● EXERCISE INPUTS:
★ ★ ★ ★

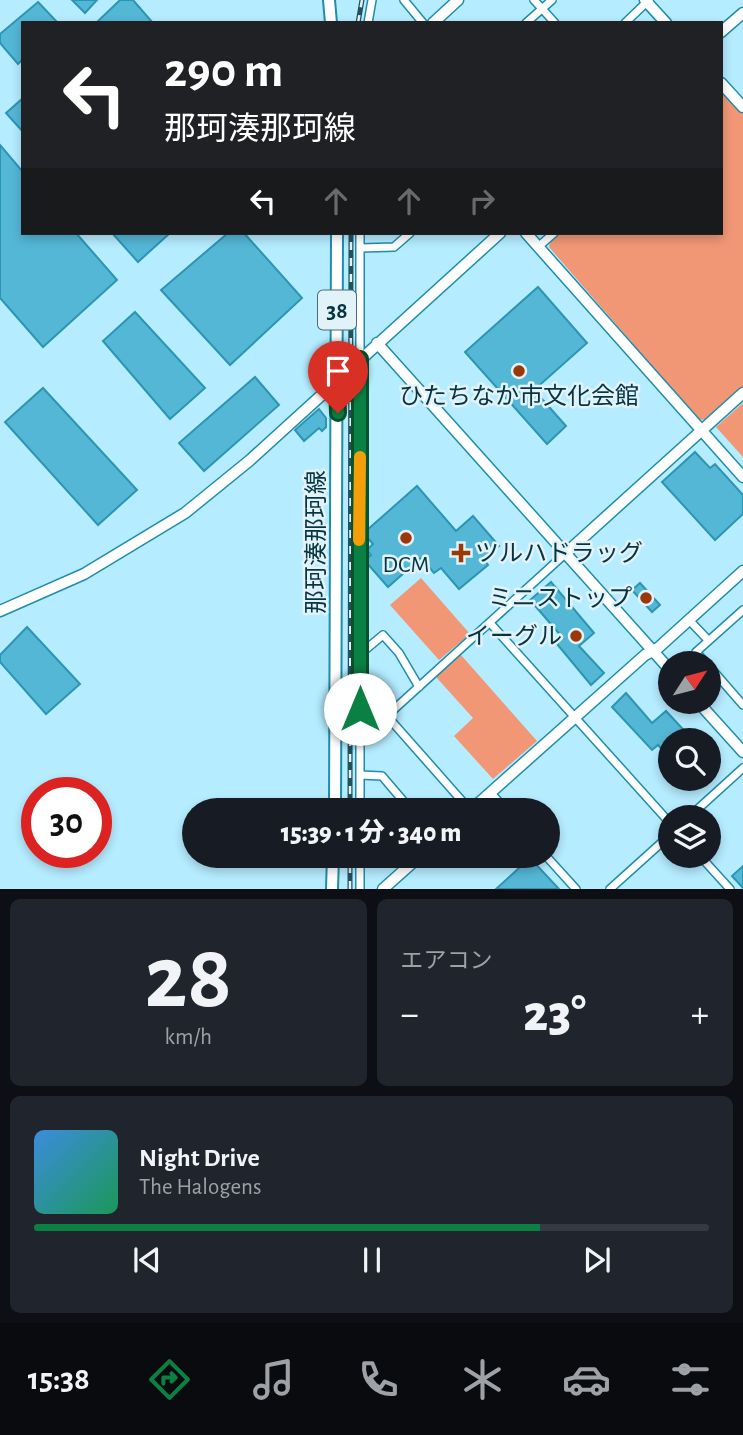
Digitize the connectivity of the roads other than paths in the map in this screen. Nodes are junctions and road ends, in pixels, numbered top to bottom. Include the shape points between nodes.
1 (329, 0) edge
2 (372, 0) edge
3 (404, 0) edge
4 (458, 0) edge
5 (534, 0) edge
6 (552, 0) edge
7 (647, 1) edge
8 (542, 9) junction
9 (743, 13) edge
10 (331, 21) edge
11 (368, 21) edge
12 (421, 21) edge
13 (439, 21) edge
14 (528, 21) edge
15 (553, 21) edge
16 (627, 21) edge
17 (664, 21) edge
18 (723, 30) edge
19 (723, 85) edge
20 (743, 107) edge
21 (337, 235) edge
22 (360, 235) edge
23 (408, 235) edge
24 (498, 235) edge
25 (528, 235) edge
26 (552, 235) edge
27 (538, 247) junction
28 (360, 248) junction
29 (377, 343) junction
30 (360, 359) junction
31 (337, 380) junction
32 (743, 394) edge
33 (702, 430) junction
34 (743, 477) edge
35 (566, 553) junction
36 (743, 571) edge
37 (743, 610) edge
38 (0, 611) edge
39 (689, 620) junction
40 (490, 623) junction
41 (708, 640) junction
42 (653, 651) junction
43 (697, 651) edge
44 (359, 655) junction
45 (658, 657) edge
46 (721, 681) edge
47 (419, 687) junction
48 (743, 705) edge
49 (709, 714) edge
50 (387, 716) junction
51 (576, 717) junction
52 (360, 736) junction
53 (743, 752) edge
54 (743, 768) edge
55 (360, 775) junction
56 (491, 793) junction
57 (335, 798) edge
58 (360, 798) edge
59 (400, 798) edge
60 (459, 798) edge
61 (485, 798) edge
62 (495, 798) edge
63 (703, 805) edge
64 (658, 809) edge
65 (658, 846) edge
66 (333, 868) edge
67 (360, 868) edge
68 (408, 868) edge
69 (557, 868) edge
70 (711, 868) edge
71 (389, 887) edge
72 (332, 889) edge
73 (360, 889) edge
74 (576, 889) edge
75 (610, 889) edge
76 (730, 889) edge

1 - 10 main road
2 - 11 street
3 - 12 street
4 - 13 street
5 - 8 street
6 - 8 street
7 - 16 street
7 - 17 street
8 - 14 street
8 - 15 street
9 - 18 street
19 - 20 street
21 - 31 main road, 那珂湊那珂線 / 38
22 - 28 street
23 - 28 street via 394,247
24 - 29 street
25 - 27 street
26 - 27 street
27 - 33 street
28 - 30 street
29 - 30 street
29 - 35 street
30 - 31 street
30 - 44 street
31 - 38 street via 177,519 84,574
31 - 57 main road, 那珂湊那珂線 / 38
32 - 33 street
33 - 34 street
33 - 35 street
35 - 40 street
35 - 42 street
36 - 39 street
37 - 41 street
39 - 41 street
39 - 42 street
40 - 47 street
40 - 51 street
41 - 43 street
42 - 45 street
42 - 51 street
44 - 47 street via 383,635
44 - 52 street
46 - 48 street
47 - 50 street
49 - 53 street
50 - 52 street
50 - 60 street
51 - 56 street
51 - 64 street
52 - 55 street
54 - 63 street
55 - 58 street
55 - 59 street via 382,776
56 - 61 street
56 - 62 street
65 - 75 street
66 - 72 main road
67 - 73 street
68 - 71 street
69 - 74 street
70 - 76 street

★ ★ ★ ★

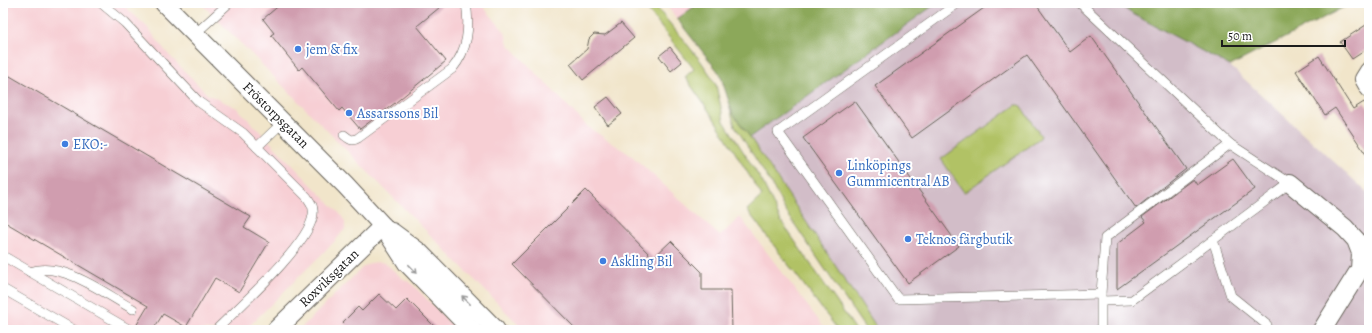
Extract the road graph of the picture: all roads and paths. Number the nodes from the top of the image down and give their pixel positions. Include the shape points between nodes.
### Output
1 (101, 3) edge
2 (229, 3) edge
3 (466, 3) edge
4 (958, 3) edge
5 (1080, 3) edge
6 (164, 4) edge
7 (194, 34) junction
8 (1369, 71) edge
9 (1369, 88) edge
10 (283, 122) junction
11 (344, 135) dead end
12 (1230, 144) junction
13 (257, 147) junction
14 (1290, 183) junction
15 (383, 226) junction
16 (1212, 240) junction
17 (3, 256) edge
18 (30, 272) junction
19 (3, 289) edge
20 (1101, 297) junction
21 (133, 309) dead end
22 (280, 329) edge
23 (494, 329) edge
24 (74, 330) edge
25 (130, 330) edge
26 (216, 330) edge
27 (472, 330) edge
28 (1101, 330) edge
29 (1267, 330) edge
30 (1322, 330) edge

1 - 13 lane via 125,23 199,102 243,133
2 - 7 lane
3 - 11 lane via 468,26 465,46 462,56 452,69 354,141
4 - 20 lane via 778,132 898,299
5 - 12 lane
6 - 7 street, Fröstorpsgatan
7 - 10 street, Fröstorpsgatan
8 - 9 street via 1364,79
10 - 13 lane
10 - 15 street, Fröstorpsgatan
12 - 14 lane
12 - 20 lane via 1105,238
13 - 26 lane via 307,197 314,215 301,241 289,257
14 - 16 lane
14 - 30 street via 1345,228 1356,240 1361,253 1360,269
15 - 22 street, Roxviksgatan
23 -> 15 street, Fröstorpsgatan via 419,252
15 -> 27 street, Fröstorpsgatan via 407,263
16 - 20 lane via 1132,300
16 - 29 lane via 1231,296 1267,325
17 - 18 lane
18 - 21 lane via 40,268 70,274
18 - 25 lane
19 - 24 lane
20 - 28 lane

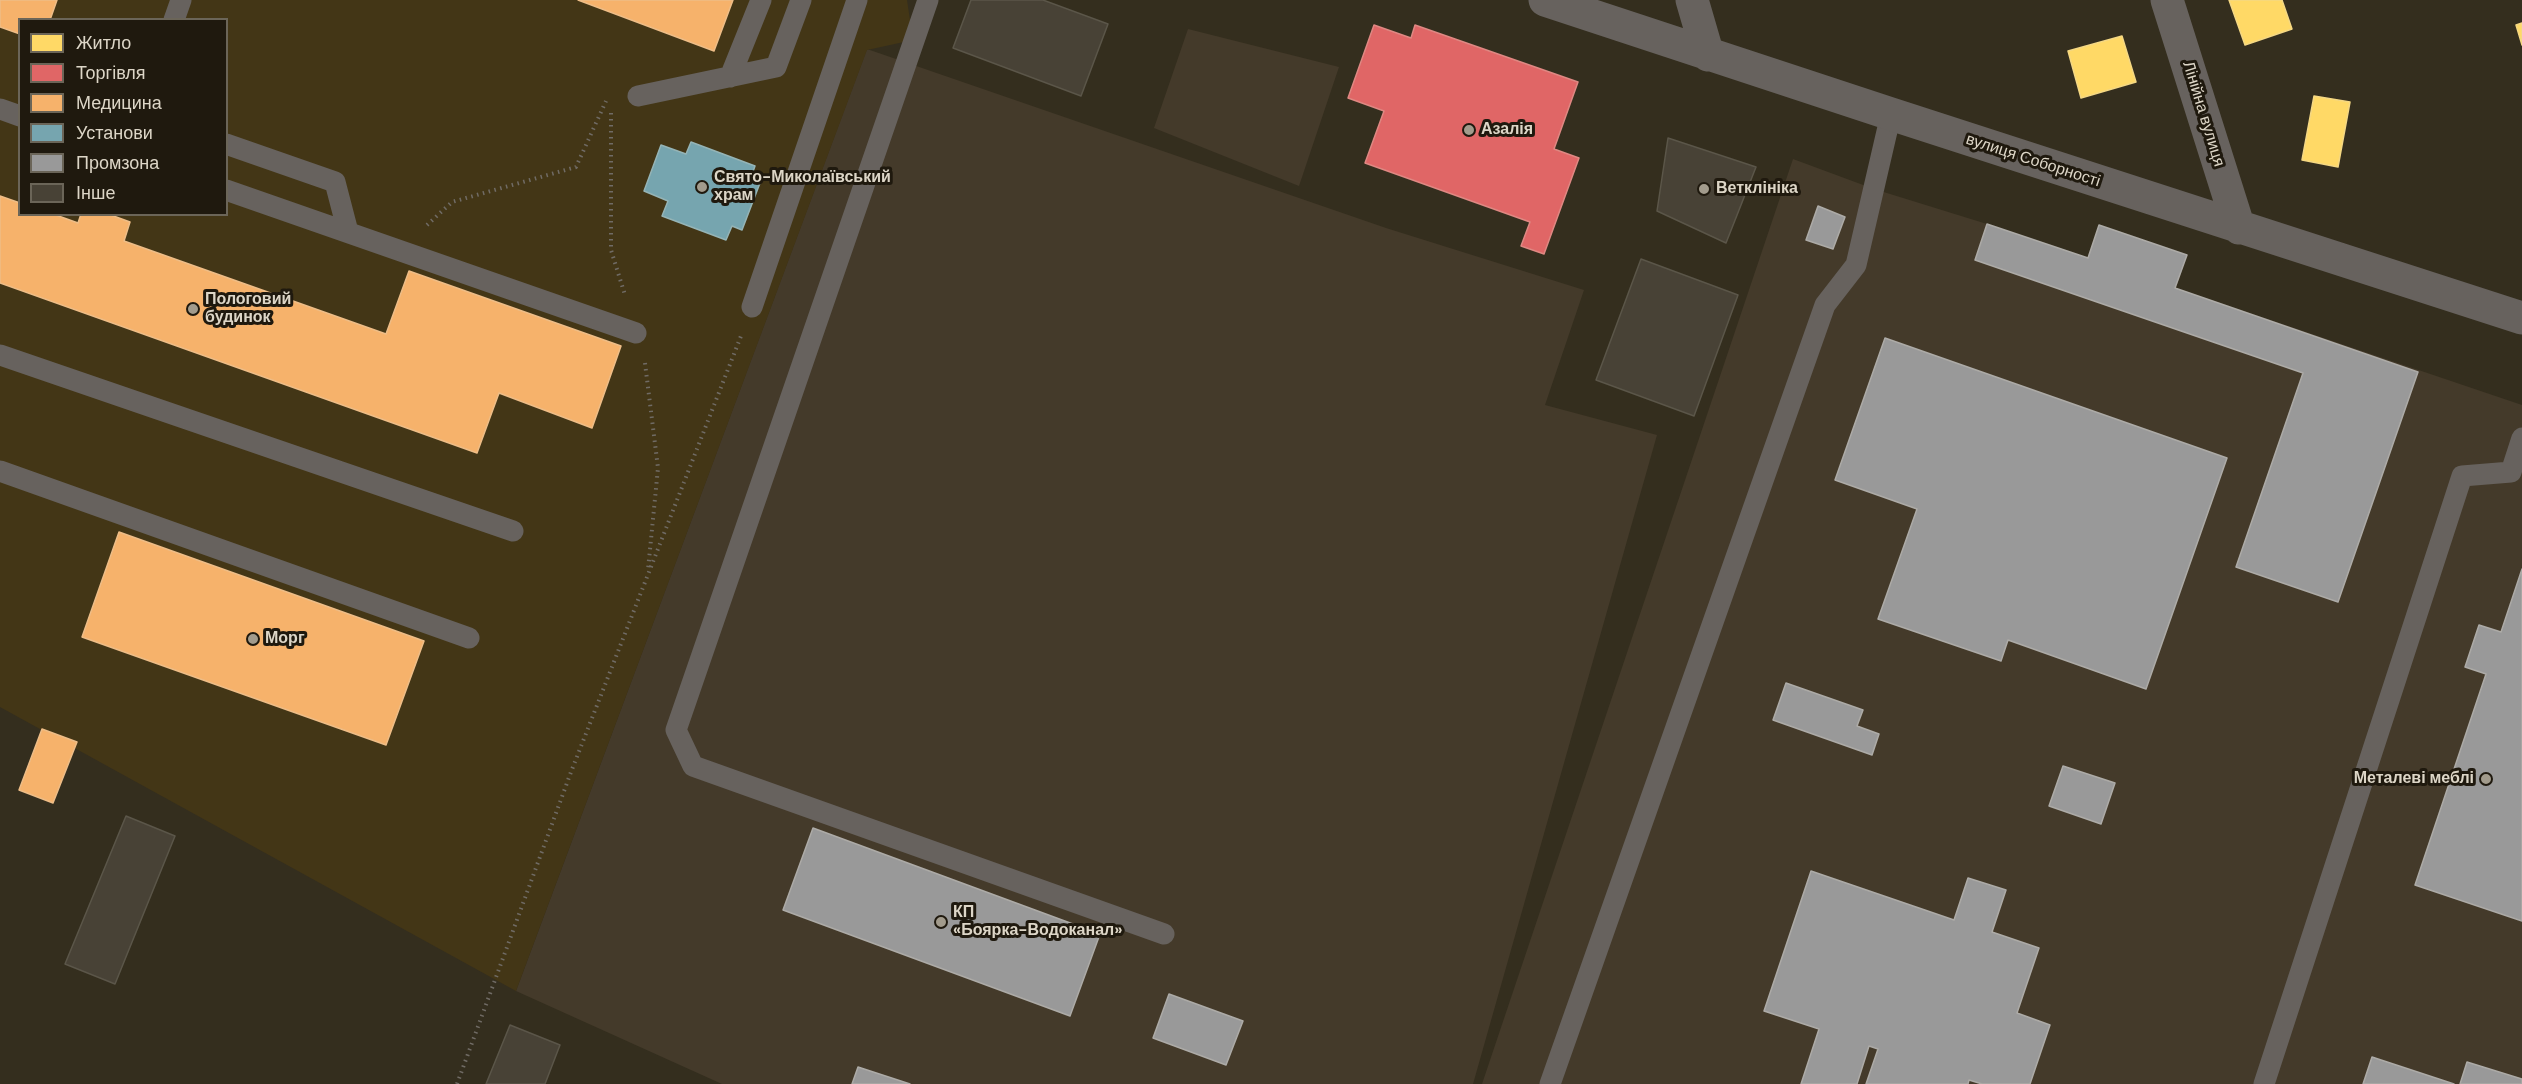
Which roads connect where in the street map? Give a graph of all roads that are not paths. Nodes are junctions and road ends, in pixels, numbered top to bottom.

★ ★ ★ ★

● WHAT IS REQUIRED:
Without the pictures, give again exactly the lines above starting at the line containing "Extract the road" and ending at the line containing "Which roads connect".

● TASK SOLUTION:
Extract the road graph of the picture: all roads and paths. Number the nodes from the top of the image down and give their pixel positions. Include the shape points between nodes.
### Output
1 (101, 3) edge
2 (229, 3) edge
3 (466, 3) edge
4 (958, 3) edge
5 (1080, 3) edge
6 (164, 4) edge
7 (194, 34) junction
8 (1369, 71) edge
9 (1369, 88) edge
10 (283, 122) junction
11 (344, 135) dead end
12 (1230, 144) junction
13 (257, 147) junction
14 (1290, 183) junction
15 (383, 226) junction
16 (1212, 240) junction
17 (3, 256) edge
18 (30, 272) junction
19 (3, 289) edge
20 (1101, 297) junction
21 (133, 309) dead end
22 (280, 329) edge
23 (494, 329) edge
24 (74, 330) edge
25 (130, 330) edge
26 (216, 330) edge
27 (472, 330) edge
28 (1101, 330) edge
29 (1267, 330) edge
30 (1322, 330) edge

1 - 13 lane via 125,23 199,102 243,133
2 - 7 lane
3 - 11 lane via 468,26 465,46 462,56 452,69 354,141
4 - 20 lane via 778,132 898,299
5 - 12 lane
6 - 7 street, Fröstorpsgatan
7 - 10 street, Fröstorpsgatan
8 - 9 street via 1364,79
10 - 13 lane
10 - 15 street, Fröstorpsgatan
12 - 14 lane
12 - 20 lane via 1105,238
13 - 26 lane via 307,197 314,215 301,241 289,257
14 - 16 lane
14 - 30 street via 1345,228 1356,240 1361,253 1360,269
15 - 22 street, Roxviksgatan
23 -> 15 street, Fröstorpsgatan via 419,252
15 -> 27 street, Fröstorpsgatan via 407,263
16 - 20 lane via 1132,300
16 - 29 lane via 1231,296 1267,325
17 - 18 lane
18 - 21 lane via 40,268 70,274
18 - 25 lane
19 - 24 lane
20 - 28 lane

Which roads connect where in the street map? Give a graph of all roads that are not paths. Nodes are junctions and road ends, in pixels, numbered top to bottom.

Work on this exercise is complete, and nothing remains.